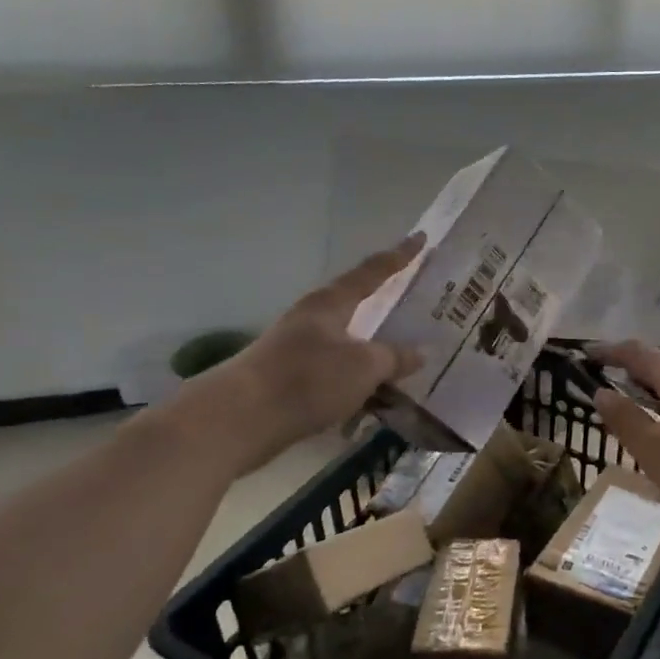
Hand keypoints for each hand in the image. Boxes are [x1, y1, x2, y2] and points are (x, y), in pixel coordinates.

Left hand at [174, 235, 426, 474]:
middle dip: (387, 303)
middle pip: (358, 304)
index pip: (373, 271)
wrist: (238, 420)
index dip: (400, 256)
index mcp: (330, 303)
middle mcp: (313, 319)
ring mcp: (299, 349)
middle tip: (420, 300)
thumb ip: (395, 357)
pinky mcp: (291, 380)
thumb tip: (421, 353)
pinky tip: (377, 394)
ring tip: (407, 355)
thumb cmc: (306, 379)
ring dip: (375, 348)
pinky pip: (338, 371)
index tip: (421, 238)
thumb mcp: (363, 367)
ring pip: (349, 342)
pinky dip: (360, 378)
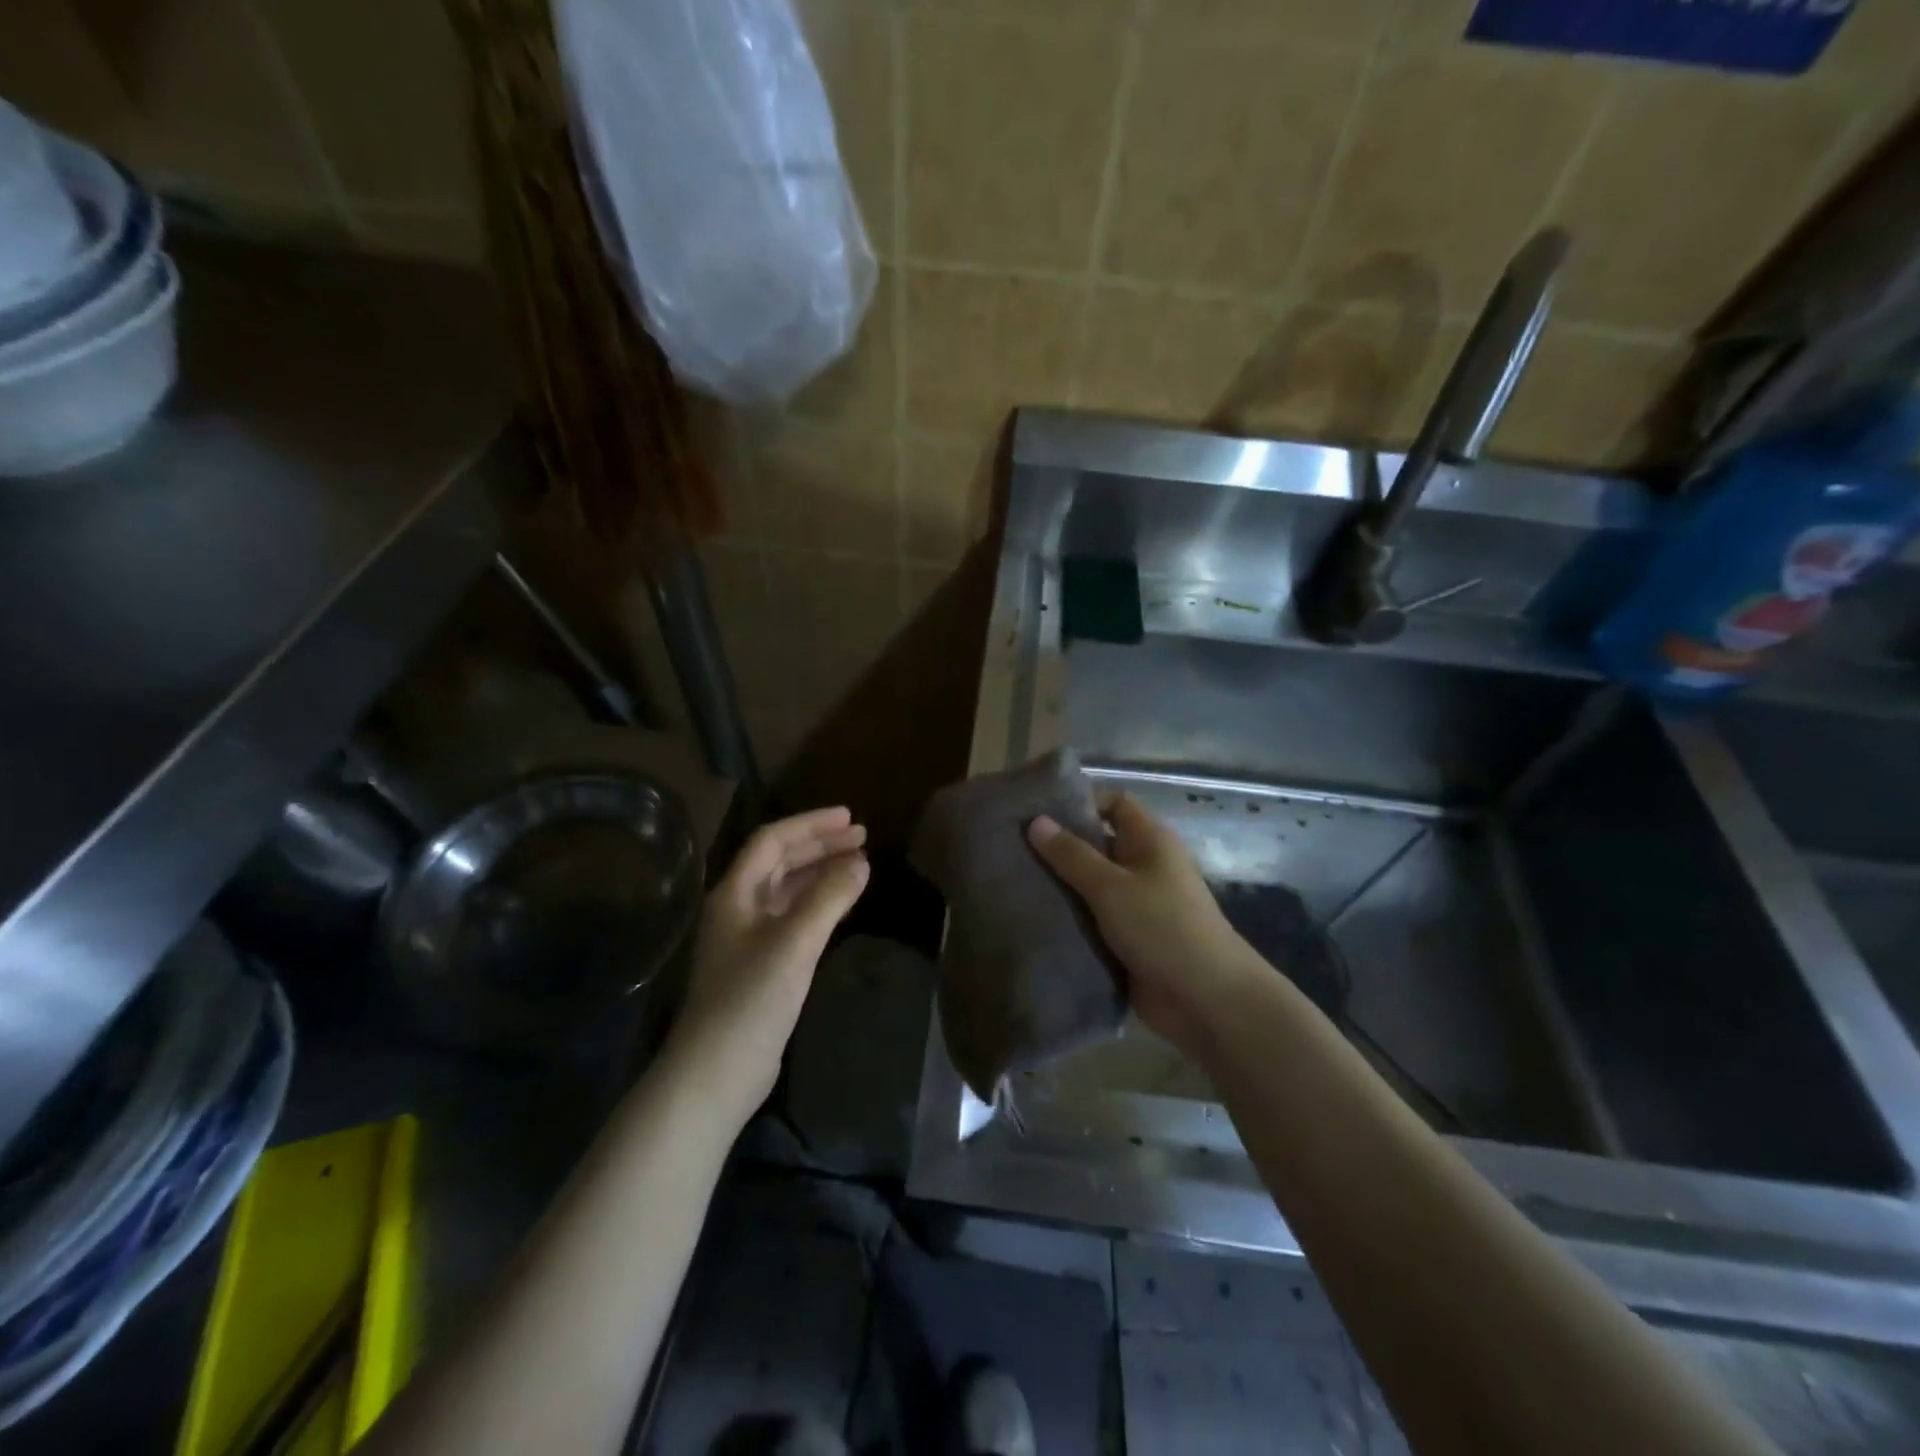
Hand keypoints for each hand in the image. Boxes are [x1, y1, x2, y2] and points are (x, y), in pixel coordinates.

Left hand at [671, 807, 869, 1123]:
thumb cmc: (751, 999)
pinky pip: (792, 916)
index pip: (773, 840)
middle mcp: (738, 907)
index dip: (811, 824)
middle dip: (819, 845)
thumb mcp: (794, 942)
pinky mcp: (760, 963)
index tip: (850, 818)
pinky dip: (818, 902)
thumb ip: (829, 897)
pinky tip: (840, 904)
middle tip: (862, 838)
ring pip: (787, 889)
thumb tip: (862, 863)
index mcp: (735, 893)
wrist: (716, 1072)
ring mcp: (747, 937)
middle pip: (779, 861)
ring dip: (820, 872)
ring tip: (858, 864)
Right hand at [1028, 793, 1258, 1057]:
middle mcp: (1143, 865)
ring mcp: (1136, 904)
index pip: (1113, 803)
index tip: (1036, 812)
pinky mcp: (1127, 938)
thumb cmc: (1162, 927)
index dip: (1079, 802)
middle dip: (1058, 847)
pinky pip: (1091, 918)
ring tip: (1011, 881)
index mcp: (1149, 840)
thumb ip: (1071, 855)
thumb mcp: (1111, 886)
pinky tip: (1030, 918)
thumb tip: (1035, 821)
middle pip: (1096, 844)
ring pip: (1090, 885)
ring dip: (1059, 886)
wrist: (1205, 1000)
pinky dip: (1068, 918)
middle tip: (1010, 848)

____

The word "pinky" may appear on some lines of these records; state how many such lines there are, and nothing else.

> ANSWER
12